The first song I ever heard by the Mexican Institute of Sound was “Cha Cha Cha No. 29.” It riveted me. What was the inspiration for that song? Also, how did you come up with the band name Mexican Institute of Sound, and will there be a “Cha Cha Cha No. 30?” Hope so! [Laughs.] I did many Cha Cha Chas. [Number] 28 was really horrible, so the only one worthwhile was 29. Next good one will be Cha Cha Cha 48!

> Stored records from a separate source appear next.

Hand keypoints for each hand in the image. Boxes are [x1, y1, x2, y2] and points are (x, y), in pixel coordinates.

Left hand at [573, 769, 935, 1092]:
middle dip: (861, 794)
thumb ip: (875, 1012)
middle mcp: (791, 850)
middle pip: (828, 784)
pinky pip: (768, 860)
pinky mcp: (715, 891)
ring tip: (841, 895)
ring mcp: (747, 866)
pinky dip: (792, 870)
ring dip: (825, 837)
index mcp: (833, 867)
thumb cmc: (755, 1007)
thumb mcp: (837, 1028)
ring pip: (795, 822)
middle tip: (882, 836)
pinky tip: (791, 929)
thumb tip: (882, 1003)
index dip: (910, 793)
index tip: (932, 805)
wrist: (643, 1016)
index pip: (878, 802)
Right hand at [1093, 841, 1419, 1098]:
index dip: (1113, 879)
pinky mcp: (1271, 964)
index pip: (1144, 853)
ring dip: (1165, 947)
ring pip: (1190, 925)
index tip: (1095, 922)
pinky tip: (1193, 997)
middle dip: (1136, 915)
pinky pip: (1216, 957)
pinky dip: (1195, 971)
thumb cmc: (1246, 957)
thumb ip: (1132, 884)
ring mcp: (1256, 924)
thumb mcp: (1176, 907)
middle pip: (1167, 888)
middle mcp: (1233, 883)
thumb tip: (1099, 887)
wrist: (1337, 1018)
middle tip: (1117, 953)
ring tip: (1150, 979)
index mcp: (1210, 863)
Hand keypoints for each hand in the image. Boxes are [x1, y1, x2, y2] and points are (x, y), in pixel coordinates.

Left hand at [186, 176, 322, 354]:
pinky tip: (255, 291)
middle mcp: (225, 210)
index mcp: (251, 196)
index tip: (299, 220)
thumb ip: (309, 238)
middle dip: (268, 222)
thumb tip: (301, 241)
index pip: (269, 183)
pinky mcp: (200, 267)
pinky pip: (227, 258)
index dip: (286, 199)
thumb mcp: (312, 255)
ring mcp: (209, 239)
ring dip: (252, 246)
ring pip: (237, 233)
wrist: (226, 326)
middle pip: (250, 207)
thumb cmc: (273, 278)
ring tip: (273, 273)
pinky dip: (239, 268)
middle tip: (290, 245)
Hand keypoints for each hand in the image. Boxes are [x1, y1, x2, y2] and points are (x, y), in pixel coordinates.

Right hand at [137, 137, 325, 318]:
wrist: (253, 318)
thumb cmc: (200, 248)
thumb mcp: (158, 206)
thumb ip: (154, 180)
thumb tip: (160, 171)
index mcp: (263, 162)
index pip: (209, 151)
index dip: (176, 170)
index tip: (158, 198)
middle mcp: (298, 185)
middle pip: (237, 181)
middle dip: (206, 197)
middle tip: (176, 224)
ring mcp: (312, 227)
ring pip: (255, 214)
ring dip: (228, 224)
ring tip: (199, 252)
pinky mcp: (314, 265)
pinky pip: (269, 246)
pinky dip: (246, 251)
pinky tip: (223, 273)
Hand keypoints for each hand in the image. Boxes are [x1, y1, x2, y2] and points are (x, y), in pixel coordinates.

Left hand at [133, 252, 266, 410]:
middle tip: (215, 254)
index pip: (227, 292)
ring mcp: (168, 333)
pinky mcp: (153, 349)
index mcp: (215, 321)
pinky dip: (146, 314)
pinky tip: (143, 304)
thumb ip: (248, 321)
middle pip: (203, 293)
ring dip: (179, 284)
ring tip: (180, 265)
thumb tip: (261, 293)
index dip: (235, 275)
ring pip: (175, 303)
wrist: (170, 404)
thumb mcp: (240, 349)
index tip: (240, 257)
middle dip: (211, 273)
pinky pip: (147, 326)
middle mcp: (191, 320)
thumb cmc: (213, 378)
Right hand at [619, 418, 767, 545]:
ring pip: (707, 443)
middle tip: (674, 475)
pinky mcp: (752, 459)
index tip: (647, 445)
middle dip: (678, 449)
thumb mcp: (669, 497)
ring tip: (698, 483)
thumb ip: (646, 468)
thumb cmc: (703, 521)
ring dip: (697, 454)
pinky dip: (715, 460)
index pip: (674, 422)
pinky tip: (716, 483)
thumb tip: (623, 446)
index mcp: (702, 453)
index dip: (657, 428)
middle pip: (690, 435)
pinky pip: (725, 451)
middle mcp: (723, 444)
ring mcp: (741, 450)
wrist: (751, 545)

Mexico is artistically and culturally having an explosive effect here in the States, from taco trucks to filmmakers, such as Iñárritu, Cuarón, and del Toro, and musical groups like yours and your contemporaries. What do you think about this explosion of creativity? Most of these people have been around for a long time; they deserve to succeed. There is a lot going on. It’s a very exciting time for Mexico City. I guess it is like when Margaret Thatcher was in power, London was a miserable place to live, but it was a beautiful place for creativity. Mexico is going through horrible times with horrible leaders, but there is a beautiful thing called humanity, and its culture is an artistic society. Art is everywhere!
So have you met Morrissey? How do you feel about opening for him? If you could perform one song with him, what would it be? I’m really, really excited. I have never met him. It’s a very special event for me. Hope I do have the pleasure to meet him at the Bowl. I’d definitely like to sing “Camilo in a Coma” [Camilo’s adaptation of The Smiths’ “Girlfriend in a Coma”]!